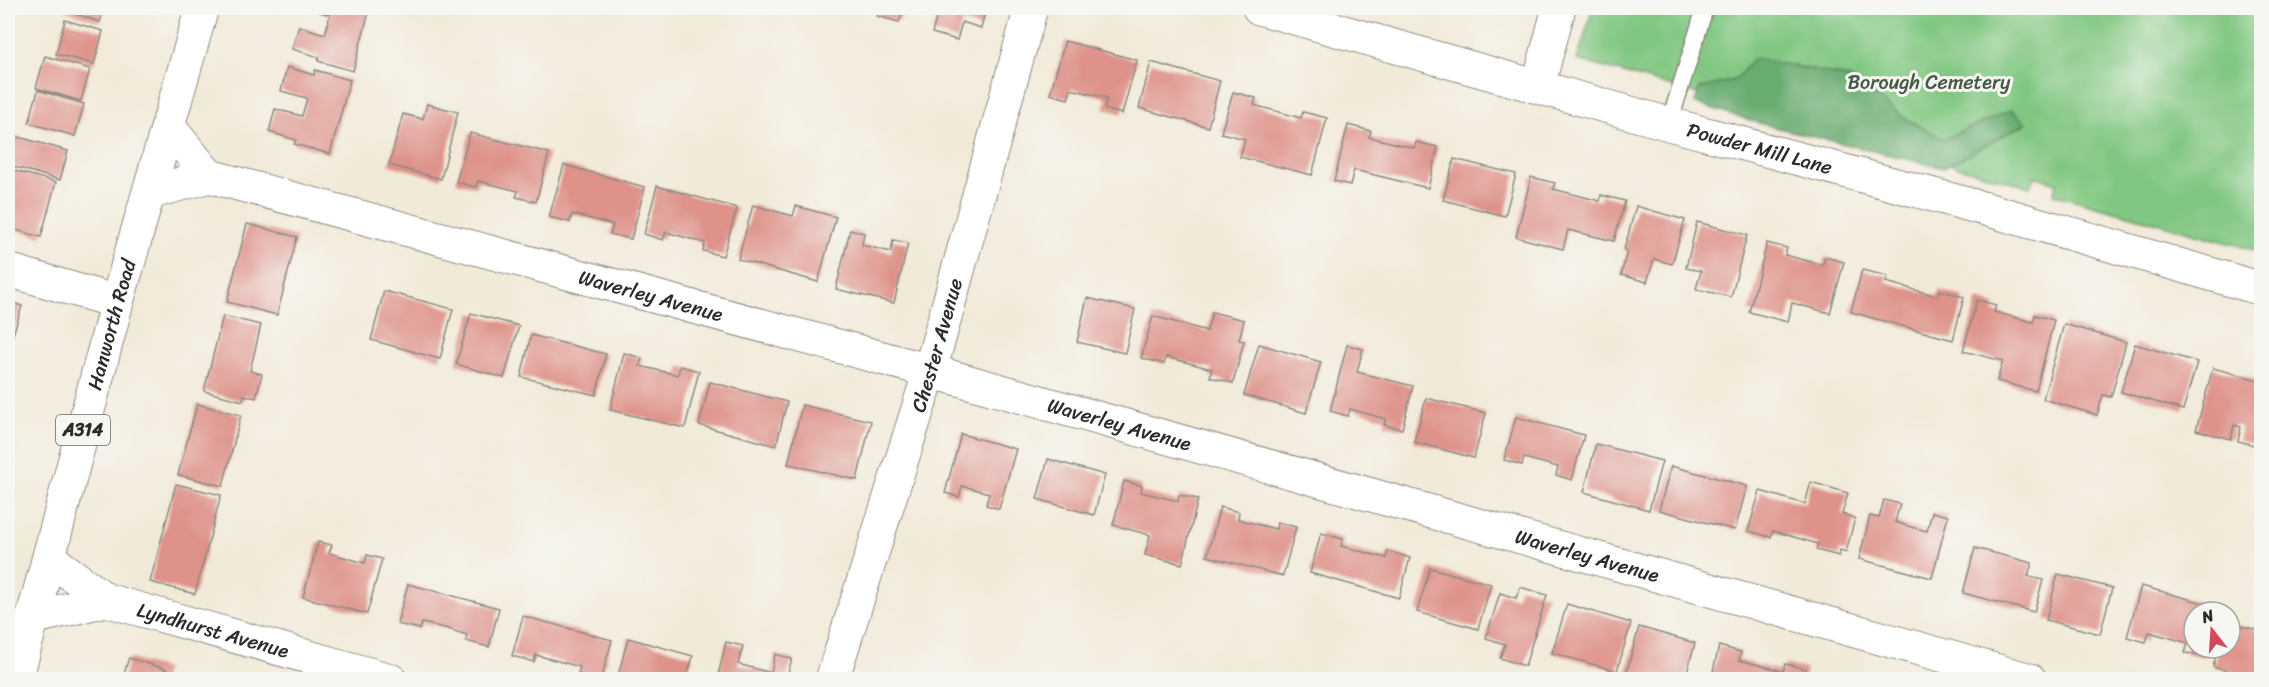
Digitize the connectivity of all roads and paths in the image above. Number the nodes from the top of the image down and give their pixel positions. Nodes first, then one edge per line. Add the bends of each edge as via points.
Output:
1 (202, 8) edge
2 (1031, 8) edge
3 (1259, 8) edge
4 (1559, 8) edge
5 (1705, 8) edge
6 (1538, 86) junction
7 (1668, 124) junction
8 (168, 126) junction
9 (209, 176) junction
10 (148, 193) junction
11 (8, 270) edge
12 (2262, 290) edge
13 (117, 302) junction
14 (930, 371) junction
15 (49, 558) junction
16 (106, 600) junction
17 (32, 618) junction
18 (16, 680) edge
19 (390, 680) edge
20 (832, 680) edge
21 (2030, 680) edge

1 - 8 street, Hanworth Road / A314
2 - 14 street, Chester Avenue
3 - 6 street, Powder Mill Lane
4 - 6 street
5 - 7 lane
6 - 7 street, Powder Mill Lane
7 - 12 street, Powder Mill Lane via 1979,207
8 - 9 street
8 - 10 street, Hanworth Road / A314
9 - 10 street
9 - 14 street, Waverley Avenue
10 - 13 street, Hanworth Road / A314
11 - 13 street
13 - 15 street, Hanworth Road / A314
14 - 20 street, Chester Avenue
14 - 21 street, Waverley Avenue
15 - 16 street, Lyndhurst Avenue
15 - 17 street, Hanworth Road / A314
16 - 17 street, Lyndhurst Avenue
16 - 19 street, Lyndhurst Avenue
17 - 18 street, Hanworth Road / A314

> **TASK DESCRIPTION**:
Every line of the material must be reproduced verbatim; the pictures are to be omitted.

> **RESPONSE TO THIS TASK**:
Digitize the connectivity of all roads and paths in the image above. Number the nodes from the top of the image down and give their pixel positions. Nodes first, then one edge per line. Add the bends of each edge as via points.
Output:
1 (202, 8) edge
2 (1031, 8) edge
3 (1259, 8) edge
4 (1559, 8) edge
5 (1705, 8) edge
6 (1538, 86) junction
7 (1668, 124) junction
8 (168, 126) junction
9 (209, 176) junction
10 (148, 193) junction
11 (8, 270) edge
12 (2262, 290) edge
13 (117, 302) junction
14 (930, 371) junction
15 (49, 558) junction
16 (106, 600) junction
17 (32, 618) junction
18 (16, 680) edge
19 (390, 680) edge
20 (832, 680) edge
21 (2030, 680) edge

1 - 8 street, Hanworth Road / A314
2 - 14 street, Chester Avenue
3 - 6 street, Powder Mill Lane
4 - 6 street
5 - 7 lane
6 - 7 street, Powder Mill Lane
7 - 12 street, Powder Mill Lane via 1979,207
8 - 9 street
8 - 10 street, Hanworth Road / A314
9 - 10 street
9 - 14 street, Waverley Avenue
10 - 13 street, Hanworth Road / A314
11 - 13 street
13 - 15 street, Hanworth Road / A314
14 - 20 street, Chester Avenue
14 - 21 street, Waverley Avenue
15 - 16 street, Lyndhurst Avenue
15 - 17 street, Hanworth Road / A314
16 - 17 street, Lyndhurst Avenue
16 - 19 street, Lyndhurst Avenue
17 - 18 street, Hanworth Road / A314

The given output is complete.